Hypothesis testing and alternative topologies in the Bayesian posterior tree sample

In a hypothesis testing framework, the optimal topology from the *BEAST GT-ST framework is a significantly worse fit compared to the concatenated ML best tree. Conversely the concatenated ML best tree topology is absent from the 180,003 posterior trees produced in the *BEAST GT-ST analysis. Combined, these demonstrate that strong conflicting signal underlies these topological differences. Recent studies have alternatively suggested that concatenation may perform better than GT-ST when individual loci are not long enough to resolve phylogenies (Gatesy & Springer, 2014), that concatenation and GT-ST methods should behave similarly under a range of conditions (Tonini et al., 2015), and that phylogenomic scale data sets may exacerbate problems of model misspecification (Liu et al., 2015). For additional discussion around these issues see also Edwards et al. (2016) and Springer & Gatesy (2016). At present, the relationships of the argentiniforms and stomatiids to neoteleosts remain unclear and may depend strongly on the inclusion of the Galaxiidae. The placement of galaxiids has been unstable (Betancur-R et al., 2013; Burridge et al., 2012; Campbell et al., 2013; Ishiguro, Miya & Nishida, 2003; Li et al., 2010; López, Chen & Ortí, 2004; Near et al., 2012), although independent studies (e.g., Campbell et al., 2013; Near et al., 2012) suggest that galaxiids may be the sister lineage of the Neoteleostei.

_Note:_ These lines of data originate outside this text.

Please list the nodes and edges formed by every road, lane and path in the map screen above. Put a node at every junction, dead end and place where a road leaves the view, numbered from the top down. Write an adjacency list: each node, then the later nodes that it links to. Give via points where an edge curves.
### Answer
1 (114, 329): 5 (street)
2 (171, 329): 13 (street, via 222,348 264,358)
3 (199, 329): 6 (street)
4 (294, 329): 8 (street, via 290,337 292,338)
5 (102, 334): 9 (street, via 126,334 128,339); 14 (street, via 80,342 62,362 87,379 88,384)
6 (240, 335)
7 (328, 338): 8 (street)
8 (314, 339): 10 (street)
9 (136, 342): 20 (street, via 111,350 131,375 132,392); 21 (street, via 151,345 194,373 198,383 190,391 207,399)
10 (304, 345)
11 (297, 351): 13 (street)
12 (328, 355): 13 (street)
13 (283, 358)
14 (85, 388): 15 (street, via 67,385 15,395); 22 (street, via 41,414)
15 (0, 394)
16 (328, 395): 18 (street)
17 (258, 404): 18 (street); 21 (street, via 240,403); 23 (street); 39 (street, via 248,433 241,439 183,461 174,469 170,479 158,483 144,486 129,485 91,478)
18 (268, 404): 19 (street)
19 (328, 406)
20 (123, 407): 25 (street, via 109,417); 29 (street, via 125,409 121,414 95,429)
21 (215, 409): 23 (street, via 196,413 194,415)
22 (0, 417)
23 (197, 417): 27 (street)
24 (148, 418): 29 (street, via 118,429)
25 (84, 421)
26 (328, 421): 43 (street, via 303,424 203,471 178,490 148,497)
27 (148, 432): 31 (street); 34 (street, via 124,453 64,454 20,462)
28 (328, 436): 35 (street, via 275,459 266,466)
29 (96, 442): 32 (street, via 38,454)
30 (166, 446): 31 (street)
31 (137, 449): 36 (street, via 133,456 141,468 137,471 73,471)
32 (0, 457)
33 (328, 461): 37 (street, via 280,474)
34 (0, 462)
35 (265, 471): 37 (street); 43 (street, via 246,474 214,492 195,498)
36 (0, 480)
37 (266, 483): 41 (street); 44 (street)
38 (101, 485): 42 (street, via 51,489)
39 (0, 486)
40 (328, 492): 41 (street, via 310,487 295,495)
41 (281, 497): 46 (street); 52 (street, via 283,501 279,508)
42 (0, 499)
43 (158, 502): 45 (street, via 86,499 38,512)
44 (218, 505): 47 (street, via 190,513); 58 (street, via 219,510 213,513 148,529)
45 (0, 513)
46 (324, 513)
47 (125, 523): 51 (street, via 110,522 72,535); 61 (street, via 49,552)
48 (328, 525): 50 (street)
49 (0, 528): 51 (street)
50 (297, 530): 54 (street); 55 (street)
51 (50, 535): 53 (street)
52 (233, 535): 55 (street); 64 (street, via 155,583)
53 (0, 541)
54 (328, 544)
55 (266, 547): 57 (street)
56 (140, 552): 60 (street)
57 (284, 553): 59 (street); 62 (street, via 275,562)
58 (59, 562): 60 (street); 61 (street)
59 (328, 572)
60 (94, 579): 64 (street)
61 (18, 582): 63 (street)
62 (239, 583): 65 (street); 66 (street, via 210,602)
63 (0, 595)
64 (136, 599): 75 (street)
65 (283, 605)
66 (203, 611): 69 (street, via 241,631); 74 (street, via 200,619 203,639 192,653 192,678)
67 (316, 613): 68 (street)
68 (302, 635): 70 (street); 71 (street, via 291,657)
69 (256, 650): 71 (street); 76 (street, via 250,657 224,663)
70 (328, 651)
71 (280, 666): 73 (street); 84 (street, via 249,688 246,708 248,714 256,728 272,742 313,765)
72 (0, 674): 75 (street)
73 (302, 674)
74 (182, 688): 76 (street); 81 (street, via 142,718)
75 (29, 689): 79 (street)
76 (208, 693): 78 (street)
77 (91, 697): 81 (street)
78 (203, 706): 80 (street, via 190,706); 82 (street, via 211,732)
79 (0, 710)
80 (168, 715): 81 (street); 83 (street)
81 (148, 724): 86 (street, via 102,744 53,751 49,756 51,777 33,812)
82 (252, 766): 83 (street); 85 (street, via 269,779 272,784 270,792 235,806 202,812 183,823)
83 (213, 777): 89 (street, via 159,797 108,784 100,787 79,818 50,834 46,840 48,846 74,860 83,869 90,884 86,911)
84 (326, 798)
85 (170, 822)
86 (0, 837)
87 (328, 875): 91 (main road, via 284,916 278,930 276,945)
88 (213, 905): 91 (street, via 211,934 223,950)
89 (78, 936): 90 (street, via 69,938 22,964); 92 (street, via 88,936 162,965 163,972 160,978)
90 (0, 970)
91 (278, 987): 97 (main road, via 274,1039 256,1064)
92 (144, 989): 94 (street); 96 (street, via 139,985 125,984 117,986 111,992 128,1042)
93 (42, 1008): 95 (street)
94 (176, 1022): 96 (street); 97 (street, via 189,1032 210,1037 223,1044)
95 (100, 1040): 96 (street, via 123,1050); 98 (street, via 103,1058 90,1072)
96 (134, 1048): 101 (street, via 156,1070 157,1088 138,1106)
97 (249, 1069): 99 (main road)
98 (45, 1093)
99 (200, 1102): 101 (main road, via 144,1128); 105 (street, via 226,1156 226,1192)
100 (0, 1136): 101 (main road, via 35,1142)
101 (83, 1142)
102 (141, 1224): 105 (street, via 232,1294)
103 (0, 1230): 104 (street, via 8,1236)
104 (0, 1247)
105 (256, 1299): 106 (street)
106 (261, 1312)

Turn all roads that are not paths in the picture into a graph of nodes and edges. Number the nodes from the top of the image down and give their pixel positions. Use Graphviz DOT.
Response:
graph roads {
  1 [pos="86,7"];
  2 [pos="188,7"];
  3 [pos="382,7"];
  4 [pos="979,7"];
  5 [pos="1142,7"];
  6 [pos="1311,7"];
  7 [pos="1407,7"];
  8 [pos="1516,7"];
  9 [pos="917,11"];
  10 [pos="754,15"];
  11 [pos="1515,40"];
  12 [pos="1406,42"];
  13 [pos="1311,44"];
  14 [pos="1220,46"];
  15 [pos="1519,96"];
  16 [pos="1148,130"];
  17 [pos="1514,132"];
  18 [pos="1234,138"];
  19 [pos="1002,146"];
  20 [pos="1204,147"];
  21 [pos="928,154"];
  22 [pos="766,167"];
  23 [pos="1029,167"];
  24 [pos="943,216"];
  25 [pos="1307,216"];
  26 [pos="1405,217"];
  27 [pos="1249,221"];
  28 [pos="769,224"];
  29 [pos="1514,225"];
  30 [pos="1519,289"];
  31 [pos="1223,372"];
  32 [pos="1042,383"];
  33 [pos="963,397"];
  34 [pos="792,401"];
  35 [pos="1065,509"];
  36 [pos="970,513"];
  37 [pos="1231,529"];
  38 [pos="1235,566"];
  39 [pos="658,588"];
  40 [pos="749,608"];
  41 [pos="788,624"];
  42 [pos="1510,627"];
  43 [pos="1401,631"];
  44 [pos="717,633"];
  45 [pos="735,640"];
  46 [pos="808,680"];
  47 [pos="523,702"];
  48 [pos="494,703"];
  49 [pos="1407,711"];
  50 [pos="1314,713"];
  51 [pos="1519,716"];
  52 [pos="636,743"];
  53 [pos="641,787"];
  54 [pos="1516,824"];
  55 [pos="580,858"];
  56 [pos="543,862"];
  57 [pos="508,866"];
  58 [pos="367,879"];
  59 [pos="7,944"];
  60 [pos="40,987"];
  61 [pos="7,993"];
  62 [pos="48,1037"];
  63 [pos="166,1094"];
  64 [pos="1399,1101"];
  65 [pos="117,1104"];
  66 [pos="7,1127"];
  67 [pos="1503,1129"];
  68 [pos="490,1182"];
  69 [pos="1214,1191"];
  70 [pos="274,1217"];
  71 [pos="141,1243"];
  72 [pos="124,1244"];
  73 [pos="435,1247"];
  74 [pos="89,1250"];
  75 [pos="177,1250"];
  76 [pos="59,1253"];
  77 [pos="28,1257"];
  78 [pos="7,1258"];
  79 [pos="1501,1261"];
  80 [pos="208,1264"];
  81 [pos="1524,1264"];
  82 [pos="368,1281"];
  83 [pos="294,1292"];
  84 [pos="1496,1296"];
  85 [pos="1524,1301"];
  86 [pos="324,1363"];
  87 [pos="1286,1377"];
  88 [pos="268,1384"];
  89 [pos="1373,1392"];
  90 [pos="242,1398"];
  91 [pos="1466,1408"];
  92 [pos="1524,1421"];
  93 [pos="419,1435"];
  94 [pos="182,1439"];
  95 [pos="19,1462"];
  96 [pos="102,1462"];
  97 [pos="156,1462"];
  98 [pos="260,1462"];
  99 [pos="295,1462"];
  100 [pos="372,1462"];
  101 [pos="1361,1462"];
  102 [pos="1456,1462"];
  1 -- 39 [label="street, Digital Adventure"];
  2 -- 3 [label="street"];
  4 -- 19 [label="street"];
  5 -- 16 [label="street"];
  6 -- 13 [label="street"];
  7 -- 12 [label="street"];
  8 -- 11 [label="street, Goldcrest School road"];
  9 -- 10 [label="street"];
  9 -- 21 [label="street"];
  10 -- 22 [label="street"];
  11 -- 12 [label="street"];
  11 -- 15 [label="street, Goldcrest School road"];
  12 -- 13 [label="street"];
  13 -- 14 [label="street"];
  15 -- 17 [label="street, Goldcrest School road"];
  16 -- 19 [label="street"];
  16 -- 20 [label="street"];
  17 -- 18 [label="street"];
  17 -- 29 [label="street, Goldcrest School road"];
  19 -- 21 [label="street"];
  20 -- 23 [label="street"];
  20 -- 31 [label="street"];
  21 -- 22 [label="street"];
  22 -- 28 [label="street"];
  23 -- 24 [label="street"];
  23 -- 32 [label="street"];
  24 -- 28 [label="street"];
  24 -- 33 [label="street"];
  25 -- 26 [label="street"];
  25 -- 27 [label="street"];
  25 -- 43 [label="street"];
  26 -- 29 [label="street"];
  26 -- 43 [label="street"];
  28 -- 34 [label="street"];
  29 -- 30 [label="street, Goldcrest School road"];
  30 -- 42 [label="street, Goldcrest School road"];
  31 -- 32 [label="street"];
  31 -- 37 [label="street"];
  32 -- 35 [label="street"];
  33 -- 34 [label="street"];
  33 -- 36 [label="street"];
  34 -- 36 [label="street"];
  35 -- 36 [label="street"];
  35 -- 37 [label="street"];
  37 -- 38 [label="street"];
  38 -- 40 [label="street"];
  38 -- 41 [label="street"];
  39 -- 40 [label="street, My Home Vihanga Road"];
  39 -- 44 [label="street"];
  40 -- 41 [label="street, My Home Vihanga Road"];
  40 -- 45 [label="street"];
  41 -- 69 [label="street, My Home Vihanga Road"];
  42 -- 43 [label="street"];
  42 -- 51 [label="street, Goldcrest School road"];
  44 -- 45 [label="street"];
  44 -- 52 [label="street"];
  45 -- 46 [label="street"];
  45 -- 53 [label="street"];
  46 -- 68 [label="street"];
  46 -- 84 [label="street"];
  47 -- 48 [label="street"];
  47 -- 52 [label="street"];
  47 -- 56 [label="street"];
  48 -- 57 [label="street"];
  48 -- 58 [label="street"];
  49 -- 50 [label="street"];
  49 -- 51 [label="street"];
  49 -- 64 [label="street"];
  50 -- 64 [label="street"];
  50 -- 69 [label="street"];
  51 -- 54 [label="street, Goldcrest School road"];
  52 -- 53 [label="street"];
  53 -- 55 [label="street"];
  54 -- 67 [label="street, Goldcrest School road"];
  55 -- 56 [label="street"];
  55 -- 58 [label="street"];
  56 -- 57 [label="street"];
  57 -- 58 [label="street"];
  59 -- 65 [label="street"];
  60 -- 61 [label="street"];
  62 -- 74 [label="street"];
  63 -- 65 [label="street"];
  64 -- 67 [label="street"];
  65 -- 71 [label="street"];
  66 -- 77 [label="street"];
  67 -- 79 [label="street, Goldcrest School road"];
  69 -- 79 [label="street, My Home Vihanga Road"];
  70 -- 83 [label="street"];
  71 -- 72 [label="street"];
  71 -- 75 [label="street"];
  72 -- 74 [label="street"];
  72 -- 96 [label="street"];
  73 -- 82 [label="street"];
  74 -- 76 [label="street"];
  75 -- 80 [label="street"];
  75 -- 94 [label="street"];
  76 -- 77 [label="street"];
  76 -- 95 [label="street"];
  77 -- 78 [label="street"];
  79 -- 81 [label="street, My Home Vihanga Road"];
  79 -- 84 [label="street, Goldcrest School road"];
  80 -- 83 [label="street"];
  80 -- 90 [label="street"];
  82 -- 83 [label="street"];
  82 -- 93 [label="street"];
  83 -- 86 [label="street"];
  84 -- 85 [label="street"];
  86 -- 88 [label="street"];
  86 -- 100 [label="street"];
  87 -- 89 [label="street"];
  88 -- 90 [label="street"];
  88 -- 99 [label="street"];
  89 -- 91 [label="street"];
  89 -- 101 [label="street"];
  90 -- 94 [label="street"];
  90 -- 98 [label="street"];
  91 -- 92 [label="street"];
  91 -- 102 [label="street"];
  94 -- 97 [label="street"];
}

Lack of evidence for the monophyly of protacanthopterygians

The Protacanthopterygii is an historically important taxon of early-branching euteleosts with its definition and content repeatedly modified (e.g., Greenwood et al., 1966; Johnson & Patterson, 1996; Lauder & Liem, 1983; Rosen, 1973; Rosen & Greenwood, 1970; Rosen & Patterson, 1969). Protacanthopterygian monophyly as defined by morphology (e.g., Johnson & Patterson, 1996) was questioned by molecular phylogenetics (Ishiguro, Miya & Nishida, 2003). More recently, the Protacanthopterygii was redefined by Betancur-R et al. (2013) with molecular phylogenetics (bs of 37%) containing the Argentiniformes, Galaxiiformes, Esociformes and Salmoniformes. Although we were unable to obtain representatives of Galaxiiformes, our analyses demonstrate that the Argentiniformes are not most closely related to the Esociformes + Salmoniformes. A topology test using available taxa in this dataset further rejected the Protacanthopterygii sensu Betancur-R et al. (2013).

Conclusions

The two approaches (concatenation and GT-ST) implemented in this study indicate large areas of congruence in topology resolving several relationships within early-branching euteleost relationships. However, the disagreements highlight some of the potential caveats in resolving all relationships of the early-branching euteleosts. We report the first study using a joint GT-ST method to examine the question of early-branching euteleost relationships. A joint estimation of species tree and gene trees can be preferred over summary methods (Gatesy & Springer, 2014) and produced a slightly different hypothesis of relationships when compared to concatenated analyses. A test of topology rejects the species-tree topology over the best scoring concatenated ML topology. Likewise, posterior support for the *BEAST Bayesian species tree hypothesis is high for early-branching euteleost nodes, indicating very few occurrences of alternative topologies in the tree search. For major euteleost lineages, relationships among Argentiniformes, Neoteleostei and Stomiatii differed in the results of concatenated ML and Bayesian joint GT-ST analyses. This is in line with previous research on early-branching euteleost relationships. The lack of agreement between studies of early-branching euteleost relationships may be caused by short internode distances deep in the evolutionary past, leading to the formation and preservation of few informative characters linking these old lineages. A related but less likely possibility is that short internodes associated with very rapid diversification created conditions conducive to pervasive ILS at the base of the euteleost radiation resulting in conflicting histories across euteleost genomes and incongruent results between studies of early-branching euteleost relationships.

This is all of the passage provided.